DIRECTIONS FOR THIS TASK
Your output must consist of the records printed verbatim, with the pictures excluded.

Stored data entries:

BEGIN

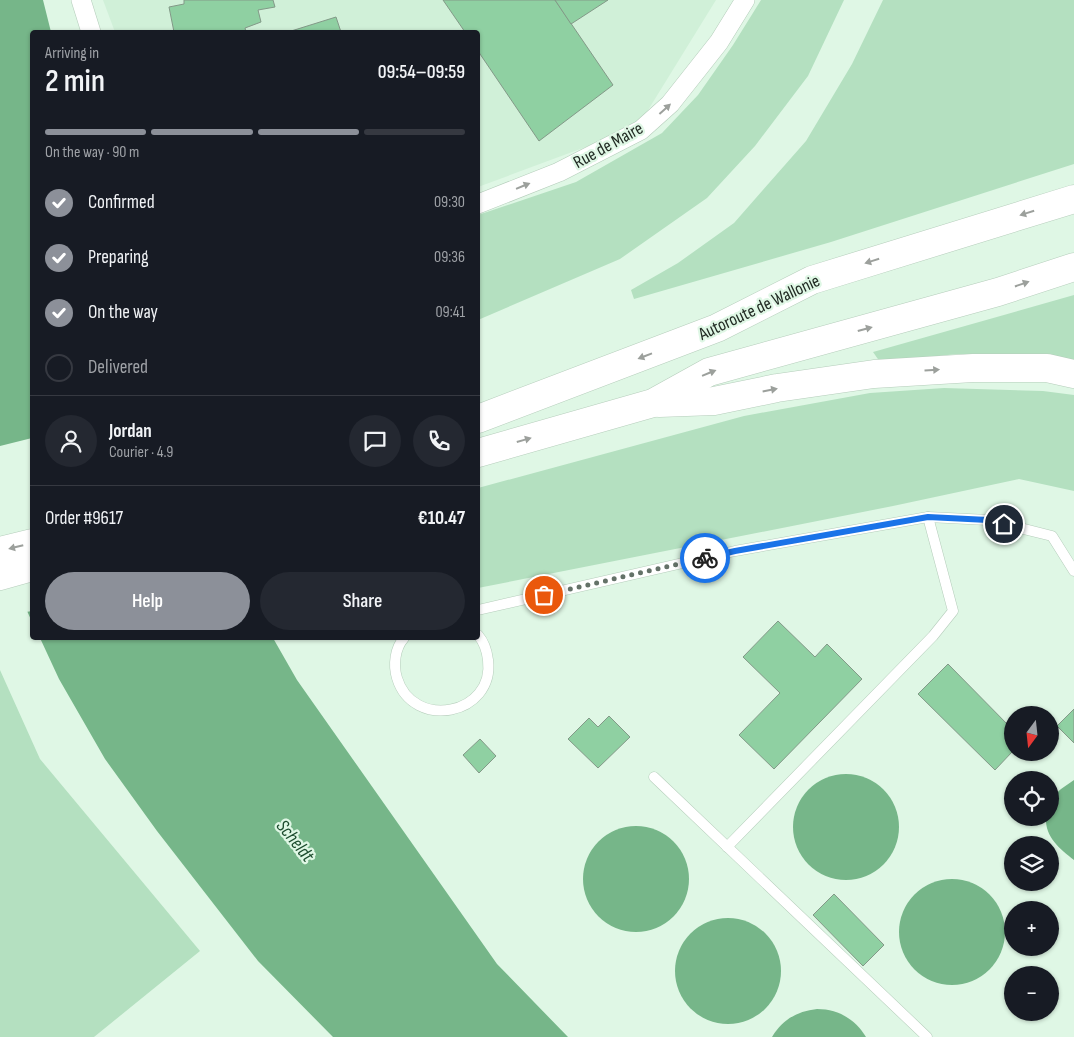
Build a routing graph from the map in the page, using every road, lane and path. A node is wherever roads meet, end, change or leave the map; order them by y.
1 (81, 0) edge
2 (744, 0) edge
3 (90, 30) edge
4 (1074, 199) edge
5 (480, 203) edge
6 (1074, 267) edge
7 (1074, 374) edge
8 (653, 403) junction
9 (480, 418) edge
10 (480, 452) edge
11 (928, 517) junction
12 (30, 544) edge
13 (0, 551) edge
14 (30, 568) edge
15 (1074, 571) edge
16 (0, 576) edge
17 (480, 610) edge
18 (480, 639) edge
19 (403, 640) edge
20 (654, 777) dead end
21 (727, 846) junction
22 (927, 1037) edge

1 - 3 street
5 -> 2 street, Rue de Maire
4 -> 9 highway, Autoroute de Wallonie
8 -> 6 highway
8 -> 7 highway
10 -> 8 highway
11 - 15 lane
11 - 17 lane
11 - 21 lane
12 -> 13 highway
14 - 16 highway
18 - 19 lane
20 - 21 lane
21 - 22 lane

END

SOLUTION TO THIS PROBLEM
Build a routing graph from the map in the page, using every road, lane and path. A node is wherever roads meet, end, change or leave the map; order them by y.
1 (81, 0) edge
2 (744, 0) edge
3 (90, 30) edge
4 (1074, 199) edge
5 (480, 203) edge
6 (1074, 267) edge
7 (1074, 374) edge
8 (653, 403) junction
9 (480, 418) edge
10 (480, 452) edge
11 (928, 517) junction
12 (30, 544) edge
13 (0, 551) edge
14 (30, 568) edge
15 (1074, 571) edge
16 (0, 576) edge
17 (480, 610) edge
18 (480, 639) edge
19 (403, 640) edge
20 (654, 777) dead end
21 (727, 846) junction
22 (927, 1037) edge

1 - 3 street
5 -> 2 street, Rue de Maire
4 -> 9 highway, Autoroute de Wallonie
8 -> 6 highway
8 -> 7 highway
10 -> 8 highway
11 - 15 lane
11 - 17 lane
11 - 21 lane
12 -> 13 highway
14 - 16 highway
18 - 19 lane
20 - 21 lane
21 - 22 lane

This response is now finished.